32,000 enrolled in my last course. It lasted 10 weeks and let’s go with the 4% completion. That’s 1,200 students who completed the class, more than would fit the largest lecture hall course in the U.S., one with teachers and teacher’s aides.

That MOOC’s have not delivered on the dream of widely distributed high quality education says little. They’re barely two years old. How long did it take for the current bricks and mortar campus to become normative? And, that was a long time ago.

The MOOC’s are an excellent tool, but that’s all they are. There is not yet a coherent enough catalog of courses for the equivalent of a college major (except perhaps in computer related courses).

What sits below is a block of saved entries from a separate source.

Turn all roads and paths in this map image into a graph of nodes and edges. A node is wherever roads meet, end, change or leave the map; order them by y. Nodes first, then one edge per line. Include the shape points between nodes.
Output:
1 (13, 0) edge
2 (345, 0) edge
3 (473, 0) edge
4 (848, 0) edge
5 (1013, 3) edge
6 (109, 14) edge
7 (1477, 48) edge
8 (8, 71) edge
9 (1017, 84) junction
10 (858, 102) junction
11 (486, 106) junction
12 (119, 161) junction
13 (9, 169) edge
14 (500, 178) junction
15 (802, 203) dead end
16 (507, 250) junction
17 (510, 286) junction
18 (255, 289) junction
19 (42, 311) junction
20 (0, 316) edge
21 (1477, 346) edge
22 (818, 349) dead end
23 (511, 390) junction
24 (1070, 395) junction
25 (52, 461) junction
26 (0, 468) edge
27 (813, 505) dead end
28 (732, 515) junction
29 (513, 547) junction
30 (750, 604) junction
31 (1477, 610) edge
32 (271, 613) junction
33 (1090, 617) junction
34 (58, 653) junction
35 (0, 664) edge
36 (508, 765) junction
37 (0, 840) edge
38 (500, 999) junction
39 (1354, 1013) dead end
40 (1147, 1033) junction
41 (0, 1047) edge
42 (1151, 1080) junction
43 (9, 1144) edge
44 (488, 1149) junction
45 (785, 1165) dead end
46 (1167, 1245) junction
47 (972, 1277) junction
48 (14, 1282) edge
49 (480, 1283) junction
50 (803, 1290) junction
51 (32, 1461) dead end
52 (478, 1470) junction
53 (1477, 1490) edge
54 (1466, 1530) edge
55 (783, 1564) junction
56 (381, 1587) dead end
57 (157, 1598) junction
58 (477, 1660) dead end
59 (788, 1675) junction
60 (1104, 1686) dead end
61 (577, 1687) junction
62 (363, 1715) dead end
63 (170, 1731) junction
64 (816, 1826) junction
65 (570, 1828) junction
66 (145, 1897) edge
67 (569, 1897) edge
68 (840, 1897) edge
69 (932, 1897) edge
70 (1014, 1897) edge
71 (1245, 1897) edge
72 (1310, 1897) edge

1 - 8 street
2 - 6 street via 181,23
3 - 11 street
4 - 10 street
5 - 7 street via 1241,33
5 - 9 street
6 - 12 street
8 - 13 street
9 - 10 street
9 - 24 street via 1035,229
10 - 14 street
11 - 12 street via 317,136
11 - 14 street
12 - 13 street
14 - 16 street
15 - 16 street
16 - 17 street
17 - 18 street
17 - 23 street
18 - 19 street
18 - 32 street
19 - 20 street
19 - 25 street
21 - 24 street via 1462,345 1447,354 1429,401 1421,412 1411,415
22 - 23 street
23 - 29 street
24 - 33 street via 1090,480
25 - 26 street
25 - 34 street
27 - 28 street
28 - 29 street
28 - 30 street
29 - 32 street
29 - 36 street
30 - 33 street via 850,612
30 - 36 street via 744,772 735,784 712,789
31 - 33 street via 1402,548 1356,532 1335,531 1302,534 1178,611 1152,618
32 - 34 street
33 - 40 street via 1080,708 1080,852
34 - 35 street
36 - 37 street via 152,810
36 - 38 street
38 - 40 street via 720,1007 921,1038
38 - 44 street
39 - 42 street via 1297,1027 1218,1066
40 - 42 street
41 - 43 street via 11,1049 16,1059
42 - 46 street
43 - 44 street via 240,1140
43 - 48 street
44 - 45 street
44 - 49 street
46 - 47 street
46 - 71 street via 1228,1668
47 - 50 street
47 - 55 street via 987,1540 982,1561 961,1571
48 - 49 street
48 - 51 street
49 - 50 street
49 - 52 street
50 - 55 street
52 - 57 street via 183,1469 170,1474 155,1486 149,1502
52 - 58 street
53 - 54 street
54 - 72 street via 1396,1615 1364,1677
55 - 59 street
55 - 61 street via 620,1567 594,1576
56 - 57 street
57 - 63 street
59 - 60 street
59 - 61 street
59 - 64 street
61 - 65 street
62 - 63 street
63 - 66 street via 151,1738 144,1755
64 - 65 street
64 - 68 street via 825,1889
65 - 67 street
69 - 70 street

This tool will be used to build the educational system of the future, I’m sure of it. Will they be the only tool? No, but the high quality of the MOOC’s I’ve taken, two from U. Penn, one from Wesleyan and one from Hong Kong University have shown me the potential they have for excellence. It will be the excellence they deliver, combined with some clustering of students, mentoring, use of MOOCs in already existing educational systems and as yet undreamed of support apparatus that will deliver them more broadly.

And, it will happen.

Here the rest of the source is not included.